Traditional Transcription Departments
In the past, it was commonplace for hospitals and medical practices to employ full time or part time transcriptionists. Most physicians took to dictating their patient reports, and these dictations were then given to the transcription department. Turnaround time would vary, of course, depending on how many reports were in the queue, and once reports were transcribed, it was inevitable that some changes would need to be made. The result was that it frequently took a great deal of time to obtain a finished and completely accurate report for a patient’s chart. These types of medical transcription services were quite expensive as well.
Outsourcing Medical Transcription
Once it became apparent that medical transcription could be outsourced with similar results, more healthcare facilities started to outsource these services. This quickly became the norm as more and more traditional transcription departments were eliminated, and smaller transcription businesses started emerging. Some medical facilities even started to outsource their transcription needs overseas in an effort to save even more money on this expense. Although the savings were apparent, it was also apparent that outsourcing transcription services still wasn’t the absolute best way to complete patient reports, and technology soon provided an answer to that dilemma.

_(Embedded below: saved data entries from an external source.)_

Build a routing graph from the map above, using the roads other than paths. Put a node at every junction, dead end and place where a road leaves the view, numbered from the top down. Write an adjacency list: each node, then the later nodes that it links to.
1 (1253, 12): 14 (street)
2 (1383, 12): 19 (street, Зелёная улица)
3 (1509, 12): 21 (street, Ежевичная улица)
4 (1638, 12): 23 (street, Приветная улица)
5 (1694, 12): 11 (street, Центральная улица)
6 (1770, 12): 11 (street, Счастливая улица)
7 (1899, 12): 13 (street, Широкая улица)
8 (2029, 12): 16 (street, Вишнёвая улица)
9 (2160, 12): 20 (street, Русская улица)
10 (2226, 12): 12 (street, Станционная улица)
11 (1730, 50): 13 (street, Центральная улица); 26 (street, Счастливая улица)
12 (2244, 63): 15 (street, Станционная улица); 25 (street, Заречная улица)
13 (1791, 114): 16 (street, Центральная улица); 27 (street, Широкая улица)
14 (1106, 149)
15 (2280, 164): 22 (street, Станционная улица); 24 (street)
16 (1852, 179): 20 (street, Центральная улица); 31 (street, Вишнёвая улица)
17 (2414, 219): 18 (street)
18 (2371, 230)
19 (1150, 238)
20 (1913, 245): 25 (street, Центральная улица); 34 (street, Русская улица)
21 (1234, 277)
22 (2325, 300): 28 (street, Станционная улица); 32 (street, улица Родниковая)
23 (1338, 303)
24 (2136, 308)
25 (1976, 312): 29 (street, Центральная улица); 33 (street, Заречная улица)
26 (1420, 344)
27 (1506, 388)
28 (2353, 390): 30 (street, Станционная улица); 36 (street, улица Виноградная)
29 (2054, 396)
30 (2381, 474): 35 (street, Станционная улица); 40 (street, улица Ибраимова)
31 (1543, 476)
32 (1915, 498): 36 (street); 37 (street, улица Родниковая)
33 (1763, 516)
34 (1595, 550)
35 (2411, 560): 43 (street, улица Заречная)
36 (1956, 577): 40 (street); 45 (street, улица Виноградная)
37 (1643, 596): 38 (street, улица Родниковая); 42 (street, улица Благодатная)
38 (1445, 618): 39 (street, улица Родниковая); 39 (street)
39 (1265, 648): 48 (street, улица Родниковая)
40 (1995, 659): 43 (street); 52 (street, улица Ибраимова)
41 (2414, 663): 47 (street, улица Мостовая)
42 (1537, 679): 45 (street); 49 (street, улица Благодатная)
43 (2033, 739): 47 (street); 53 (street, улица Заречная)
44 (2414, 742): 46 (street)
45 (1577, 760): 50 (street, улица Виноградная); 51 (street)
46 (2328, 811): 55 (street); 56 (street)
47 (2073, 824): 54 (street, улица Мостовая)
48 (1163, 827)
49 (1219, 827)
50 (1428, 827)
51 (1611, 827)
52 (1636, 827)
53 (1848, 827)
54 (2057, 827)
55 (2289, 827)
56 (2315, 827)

Voice Recognition Software
Some medical practices and hospitals made the switch to voice recognition software in an attempt to leave transcription services behind completely. These programs involved dictating medical reports, which were then turned into printed reports, eliminating the transcription component completely. Many physicians like this method, and they find that it works well for them.

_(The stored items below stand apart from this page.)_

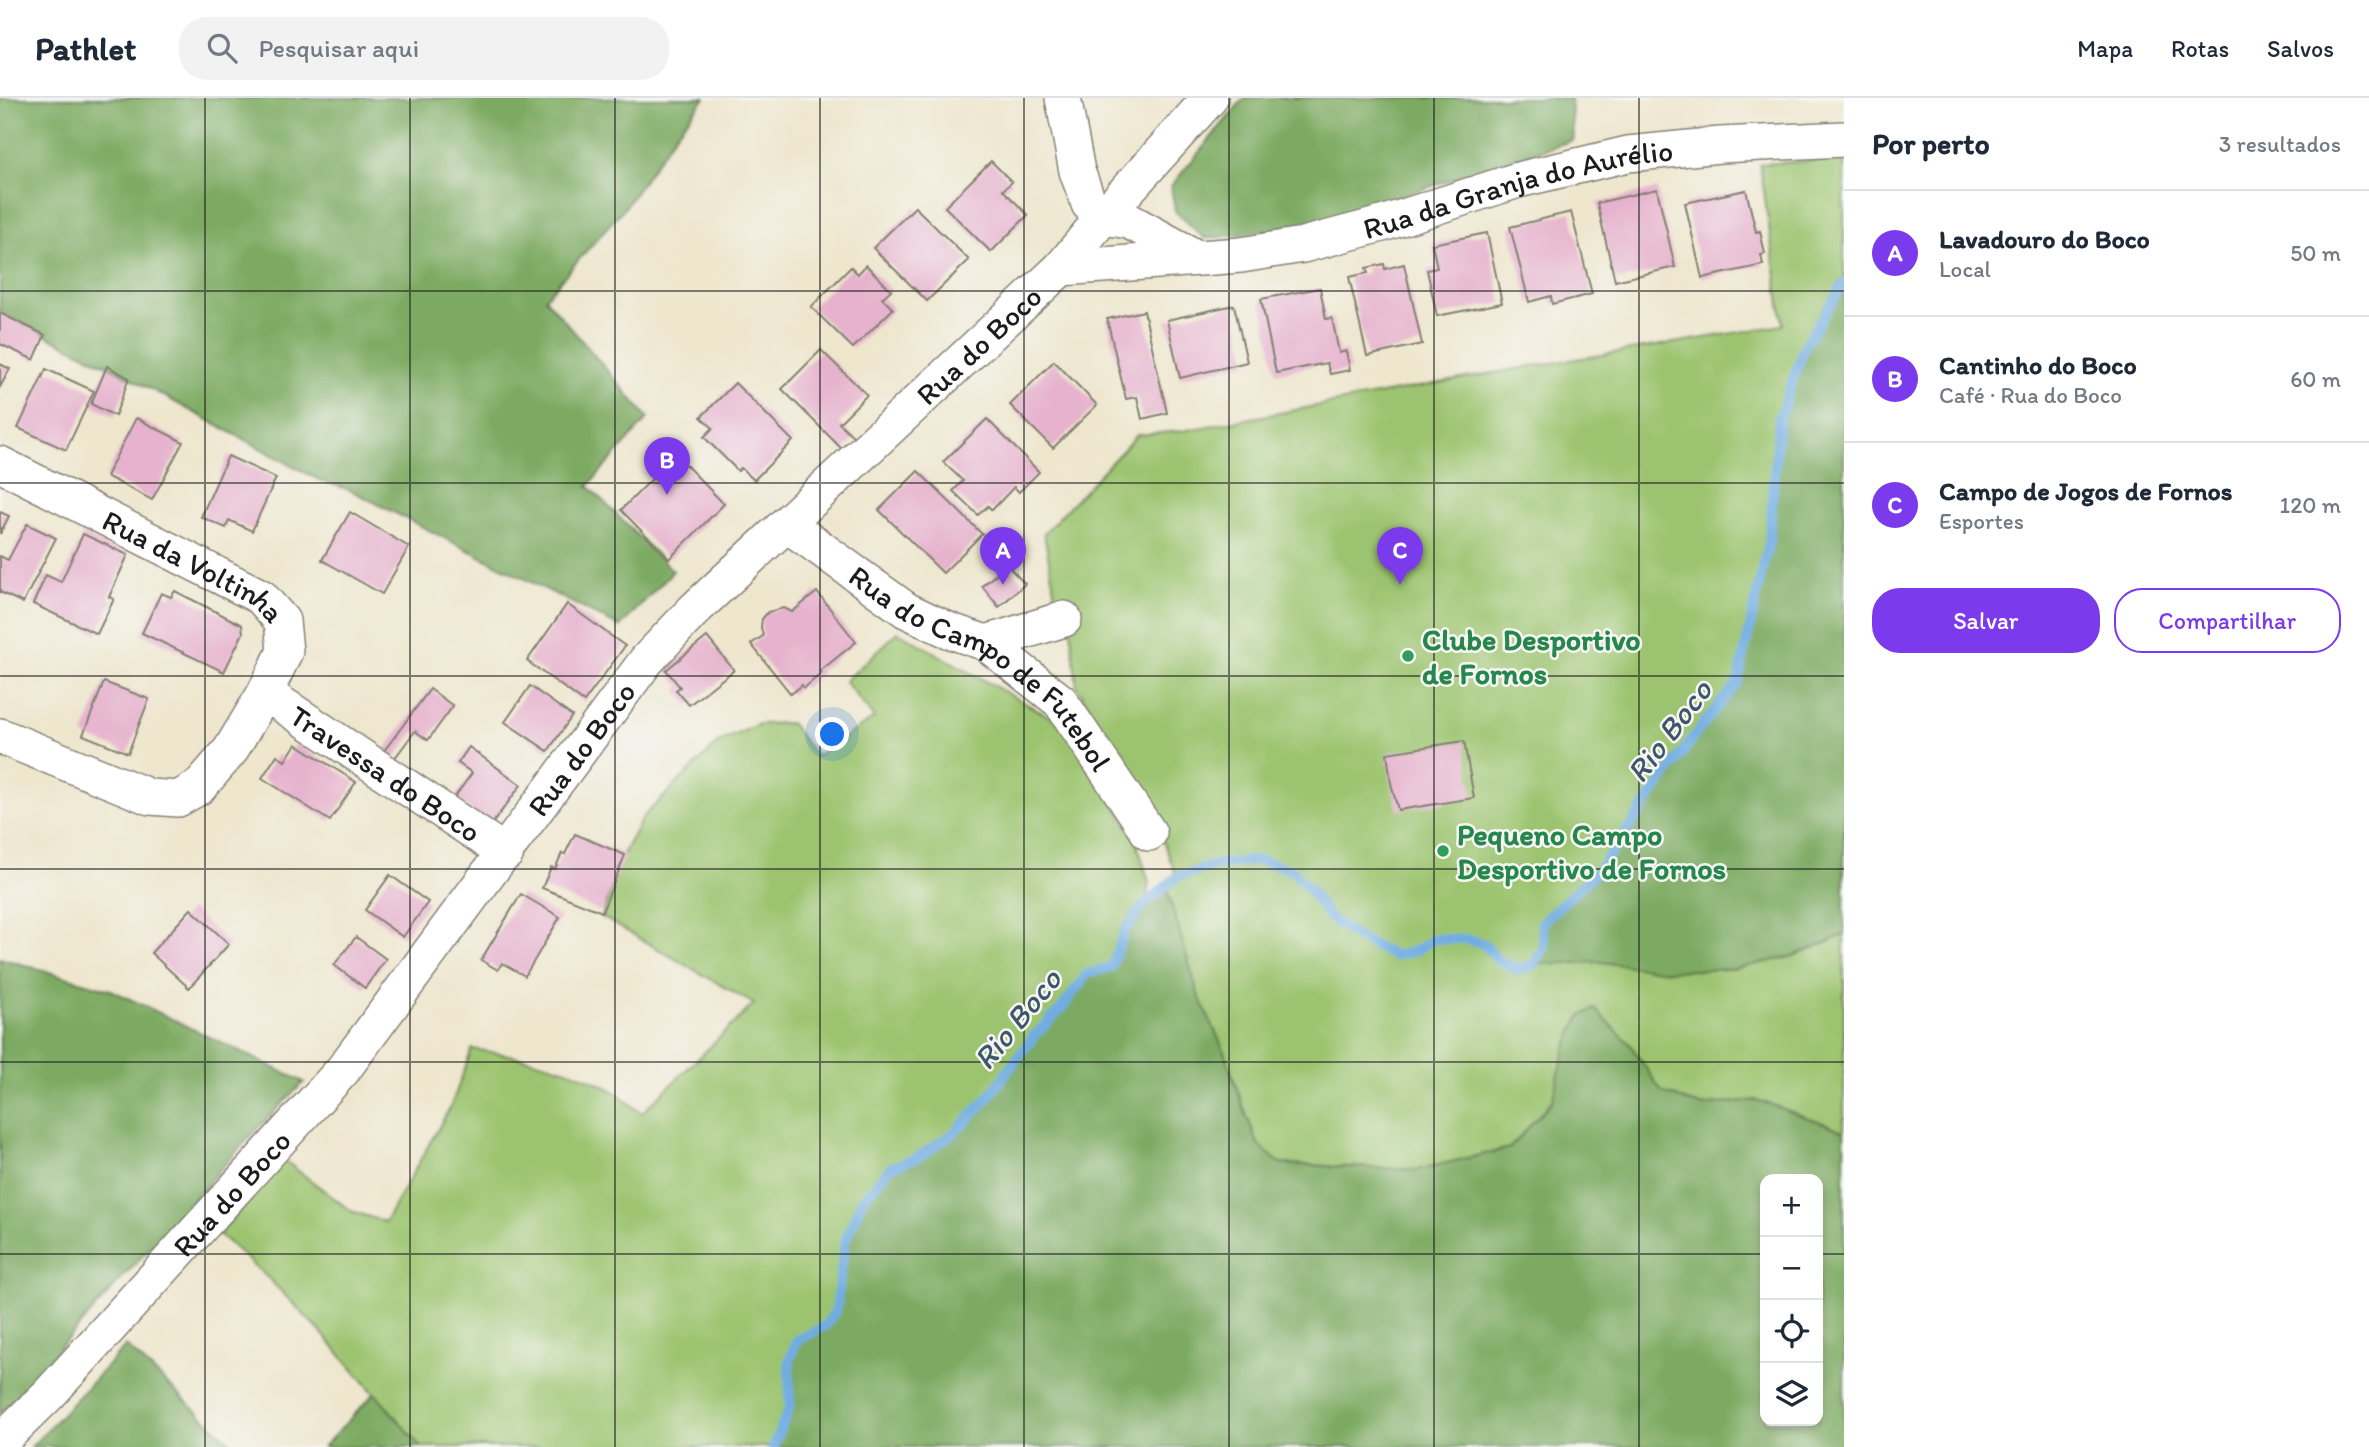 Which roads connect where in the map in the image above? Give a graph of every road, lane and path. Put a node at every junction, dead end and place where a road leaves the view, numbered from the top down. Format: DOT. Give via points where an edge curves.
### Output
graph roads {
  1 [pos="1063,98"];
  2 [pos="1210,98"];
  3 [pos="1844,139"];
  4 [pos="1103,217"];
  5 [pos="1195,257"];
  6 [pos="1061,268"];
  7 [pos="0,464"];
  8 [pos="788,525"];
  9 [pos="1064,619"];
  10 [pos="986,643"];
  11 [pos="265,693"];
  12 [pos="0,736"];
  13 [pos="1149,833"];
  14 [pos="506,853"];
  15 [pos="0,1442"];
  1 -- 4 [label="street" via="1077,171 1089,204"];
  2 -- 4 [label="street, Rua do Boco"];
  3 -- 5 [label="street, Rua da Granja do Aurélio" via="1628,154 1518,180 1303,245"];
  4 -- 5 [label="street" via="1129,221"];
  4 -- 6 [label="street, Rua do Boco"];
  5 -- 6 [label="street, Rua da Granja do Aurélio"];
  6 -- 8 [label="street, Rua do Boco"];
  7 -- 11 [label="street, Rua da Voltinha" via="261,597 282,621 285,651"];
  8 -- 10 [label="street, Rua do Campo de Futebol" via="906,610"];
  8 -- 14 [label="street, Rua do Boco" via="694,610 646,661"];
  9 -- 10 [label="street"];
  10 -- 13 [label="street, Rua do Campo de Futebol" via="1060,701"];
  11 -- 12 [label="street, Rua da Voltinha" via="222,760 199,788 178,799 150,797"];
  11 -- 14 [label="street, Travessa do Boco"];
  14 -- 15 [label="street, Rua do Boco" via="342,1071"];
}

For others, however, because of the natural tone of their voices, or for a variety of other reasons, they find that they still need to correct many mistakes. They also frequently need to return to the reports to add information that might have been left out during the dictation process. While voice recognition software is a pretty good transcription alternative, technology continues to evolve and present physicians with other options.
Synoptic reporting is proving to be an excellent alternative to traditional medical transcription services for many reasons. Reports are completed by the physician, or by a member of the medical staff during the patient encounter. The system follows a predetermined template that is based on the patient’s diagnosis, and that follows all required healthcare guidelines, depending on the specialty. This ensures that all of the important medical information is entered the first time, which is a great time-saver for physicians as well as for administrators. Synoptic reporting also uses a streamlined set of medical terminology which is an excellent feature that aids researchers when determining medical outcomes as well as best practices. It is clear that synoptic reporting has set a new standard for patient reporting. It is not only more cost effective than traditional transcription methods, but it works to save time for medical professionals and provide an improved level of care for patients too.
In reviewing how medical transcription services have evolved, it’s easy to see that technology has all but eliminated traditional methods in favor of more efficient ones. Will medical transcription services eventually become obsolete? It’s hard to tell, but it seems more and more likely.